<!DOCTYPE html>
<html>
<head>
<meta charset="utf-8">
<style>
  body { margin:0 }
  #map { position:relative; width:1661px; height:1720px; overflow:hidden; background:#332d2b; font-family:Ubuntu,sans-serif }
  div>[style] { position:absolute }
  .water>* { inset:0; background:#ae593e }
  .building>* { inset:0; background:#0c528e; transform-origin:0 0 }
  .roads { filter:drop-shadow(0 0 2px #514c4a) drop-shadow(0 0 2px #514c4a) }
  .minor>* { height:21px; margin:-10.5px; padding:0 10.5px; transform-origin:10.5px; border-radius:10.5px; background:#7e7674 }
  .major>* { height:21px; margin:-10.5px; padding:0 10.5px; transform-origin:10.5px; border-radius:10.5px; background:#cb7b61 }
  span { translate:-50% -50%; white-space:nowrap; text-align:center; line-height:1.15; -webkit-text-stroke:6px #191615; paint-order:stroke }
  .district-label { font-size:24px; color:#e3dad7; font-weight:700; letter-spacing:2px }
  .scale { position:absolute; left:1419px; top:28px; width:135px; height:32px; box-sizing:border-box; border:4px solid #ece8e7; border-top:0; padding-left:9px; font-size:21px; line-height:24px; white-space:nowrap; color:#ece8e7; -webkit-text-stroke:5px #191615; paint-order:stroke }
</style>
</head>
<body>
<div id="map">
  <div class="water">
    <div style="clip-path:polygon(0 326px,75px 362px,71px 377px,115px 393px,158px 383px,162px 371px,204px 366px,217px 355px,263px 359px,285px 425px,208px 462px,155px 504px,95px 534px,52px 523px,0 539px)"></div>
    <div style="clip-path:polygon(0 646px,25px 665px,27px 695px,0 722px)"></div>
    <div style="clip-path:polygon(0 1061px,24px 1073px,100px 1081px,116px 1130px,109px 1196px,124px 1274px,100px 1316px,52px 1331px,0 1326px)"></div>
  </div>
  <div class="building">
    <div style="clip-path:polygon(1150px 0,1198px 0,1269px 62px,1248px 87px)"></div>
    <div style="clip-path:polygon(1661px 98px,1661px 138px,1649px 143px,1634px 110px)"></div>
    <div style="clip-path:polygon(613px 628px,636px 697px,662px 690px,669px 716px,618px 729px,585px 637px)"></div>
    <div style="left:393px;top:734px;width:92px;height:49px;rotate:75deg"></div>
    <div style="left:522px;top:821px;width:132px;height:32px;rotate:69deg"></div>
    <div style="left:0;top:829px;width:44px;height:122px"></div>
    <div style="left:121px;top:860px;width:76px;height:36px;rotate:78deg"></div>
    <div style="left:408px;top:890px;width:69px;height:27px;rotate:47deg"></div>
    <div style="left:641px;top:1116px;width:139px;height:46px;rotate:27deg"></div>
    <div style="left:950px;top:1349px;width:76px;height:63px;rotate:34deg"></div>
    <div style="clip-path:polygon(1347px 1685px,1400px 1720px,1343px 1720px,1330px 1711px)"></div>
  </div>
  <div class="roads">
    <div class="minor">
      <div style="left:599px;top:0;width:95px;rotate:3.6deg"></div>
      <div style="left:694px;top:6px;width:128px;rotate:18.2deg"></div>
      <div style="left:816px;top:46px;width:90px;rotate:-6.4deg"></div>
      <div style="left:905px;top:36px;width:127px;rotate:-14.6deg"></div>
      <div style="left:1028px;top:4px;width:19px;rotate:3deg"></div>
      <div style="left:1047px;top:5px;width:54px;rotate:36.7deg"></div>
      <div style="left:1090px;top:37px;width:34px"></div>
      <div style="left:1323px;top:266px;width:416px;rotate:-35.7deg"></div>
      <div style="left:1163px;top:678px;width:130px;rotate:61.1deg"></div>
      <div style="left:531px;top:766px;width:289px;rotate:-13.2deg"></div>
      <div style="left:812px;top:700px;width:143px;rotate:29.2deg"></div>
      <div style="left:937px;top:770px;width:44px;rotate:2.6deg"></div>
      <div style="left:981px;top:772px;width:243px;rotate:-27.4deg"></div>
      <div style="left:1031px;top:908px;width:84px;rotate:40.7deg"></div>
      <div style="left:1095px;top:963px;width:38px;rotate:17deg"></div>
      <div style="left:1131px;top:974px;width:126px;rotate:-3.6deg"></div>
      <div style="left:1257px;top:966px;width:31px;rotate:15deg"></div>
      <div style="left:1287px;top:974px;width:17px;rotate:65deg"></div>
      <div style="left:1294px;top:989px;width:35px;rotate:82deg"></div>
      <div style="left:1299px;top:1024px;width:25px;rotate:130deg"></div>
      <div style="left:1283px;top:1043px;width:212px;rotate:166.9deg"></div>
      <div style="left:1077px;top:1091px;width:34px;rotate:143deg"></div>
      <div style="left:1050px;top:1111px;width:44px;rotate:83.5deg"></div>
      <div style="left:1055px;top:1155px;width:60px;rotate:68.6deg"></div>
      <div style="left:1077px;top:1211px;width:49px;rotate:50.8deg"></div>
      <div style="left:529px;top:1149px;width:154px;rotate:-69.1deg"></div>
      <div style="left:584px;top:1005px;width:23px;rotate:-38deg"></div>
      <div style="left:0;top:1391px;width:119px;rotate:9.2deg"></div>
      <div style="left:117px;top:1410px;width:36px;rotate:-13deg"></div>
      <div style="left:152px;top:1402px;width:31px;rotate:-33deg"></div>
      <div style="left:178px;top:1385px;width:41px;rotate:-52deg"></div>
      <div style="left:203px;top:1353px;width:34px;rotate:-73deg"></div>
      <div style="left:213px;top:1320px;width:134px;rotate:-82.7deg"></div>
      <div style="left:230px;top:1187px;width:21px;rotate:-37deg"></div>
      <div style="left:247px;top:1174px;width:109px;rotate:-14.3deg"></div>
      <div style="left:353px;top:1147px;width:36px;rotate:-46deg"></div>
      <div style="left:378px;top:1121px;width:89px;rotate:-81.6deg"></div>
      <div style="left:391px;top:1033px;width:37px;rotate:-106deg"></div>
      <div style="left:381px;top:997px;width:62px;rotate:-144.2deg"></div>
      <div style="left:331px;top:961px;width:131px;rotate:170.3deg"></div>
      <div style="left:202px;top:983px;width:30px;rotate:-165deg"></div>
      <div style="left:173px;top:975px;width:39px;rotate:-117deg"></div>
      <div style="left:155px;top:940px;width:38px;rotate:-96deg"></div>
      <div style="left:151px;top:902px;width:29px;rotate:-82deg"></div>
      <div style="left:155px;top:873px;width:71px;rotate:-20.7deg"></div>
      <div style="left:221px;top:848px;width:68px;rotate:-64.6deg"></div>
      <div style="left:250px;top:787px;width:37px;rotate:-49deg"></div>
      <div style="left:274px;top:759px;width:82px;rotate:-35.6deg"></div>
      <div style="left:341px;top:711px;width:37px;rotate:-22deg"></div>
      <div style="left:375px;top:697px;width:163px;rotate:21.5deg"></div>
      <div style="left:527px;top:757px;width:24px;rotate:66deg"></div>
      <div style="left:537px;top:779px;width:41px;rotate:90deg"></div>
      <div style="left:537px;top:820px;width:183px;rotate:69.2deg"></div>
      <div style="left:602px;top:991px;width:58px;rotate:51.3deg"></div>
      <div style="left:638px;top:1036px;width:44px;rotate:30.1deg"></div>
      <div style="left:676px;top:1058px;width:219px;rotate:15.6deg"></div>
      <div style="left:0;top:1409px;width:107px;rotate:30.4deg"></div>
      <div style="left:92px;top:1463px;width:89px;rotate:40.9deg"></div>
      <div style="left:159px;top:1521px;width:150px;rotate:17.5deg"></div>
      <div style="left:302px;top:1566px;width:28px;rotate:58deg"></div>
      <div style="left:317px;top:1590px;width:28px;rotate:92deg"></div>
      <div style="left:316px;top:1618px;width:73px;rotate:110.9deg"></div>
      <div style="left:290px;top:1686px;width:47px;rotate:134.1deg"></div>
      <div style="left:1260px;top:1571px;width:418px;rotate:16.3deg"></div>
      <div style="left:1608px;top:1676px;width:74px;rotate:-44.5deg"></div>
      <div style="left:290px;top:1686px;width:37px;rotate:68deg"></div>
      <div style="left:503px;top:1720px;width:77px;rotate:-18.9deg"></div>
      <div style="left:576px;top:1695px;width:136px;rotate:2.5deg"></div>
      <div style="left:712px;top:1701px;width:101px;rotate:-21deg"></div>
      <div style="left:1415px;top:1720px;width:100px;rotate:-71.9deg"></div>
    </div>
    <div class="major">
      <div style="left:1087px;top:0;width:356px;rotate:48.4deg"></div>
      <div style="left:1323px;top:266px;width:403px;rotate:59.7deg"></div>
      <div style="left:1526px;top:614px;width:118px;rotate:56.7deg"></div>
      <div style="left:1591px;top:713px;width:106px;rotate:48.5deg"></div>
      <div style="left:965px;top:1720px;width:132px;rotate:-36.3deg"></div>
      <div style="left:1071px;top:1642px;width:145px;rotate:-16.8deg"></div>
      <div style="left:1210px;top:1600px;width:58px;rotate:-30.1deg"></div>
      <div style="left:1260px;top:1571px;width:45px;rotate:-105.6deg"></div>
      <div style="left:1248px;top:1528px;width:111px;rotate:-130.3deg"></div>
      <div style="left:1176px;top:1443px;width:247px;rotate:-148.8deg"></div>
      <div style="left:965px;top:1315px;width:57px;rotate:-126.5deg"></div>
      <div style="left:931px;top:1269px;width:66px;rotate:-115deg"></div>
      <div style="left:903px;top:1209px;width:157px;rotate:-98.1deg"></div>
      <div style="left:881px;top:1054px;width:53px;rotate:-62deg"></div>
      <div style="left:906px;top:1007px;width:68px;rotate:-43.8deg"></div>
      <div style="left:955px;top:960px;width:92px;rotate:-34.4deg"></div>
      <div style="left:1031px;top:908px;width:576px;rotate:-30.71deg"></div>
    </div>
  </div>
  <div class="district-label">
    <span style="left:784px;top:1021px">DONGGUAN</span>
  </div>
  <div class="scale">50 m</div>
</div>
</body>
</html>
---*---
> **Problem**
Repeat, word for word, the lines from the start of the records to the line that contains "filter:drop-shadow(0 0 2px", both of them included, and no others.

> **Result for this task**
<!DOCTYPE html>
<html>
<head>
<meta charset="utf-8">
<style>
  body { margin:0 }
  #map { position:relative; width:1661px; height:1720px; overflow:hidden; background:#332d2b; font-family:Ubuntu,sans-serif }
  div>[style] { position:absolute }
  .water>* { inset:0; background:#ae593e }
  .building>* { inset:0; background:#0c528e; transform-origin:0 0 }
  .roads { filter:drop-shadow(0 0 2px #514c4a) drop-shadow(0 0 2px #514c4a) }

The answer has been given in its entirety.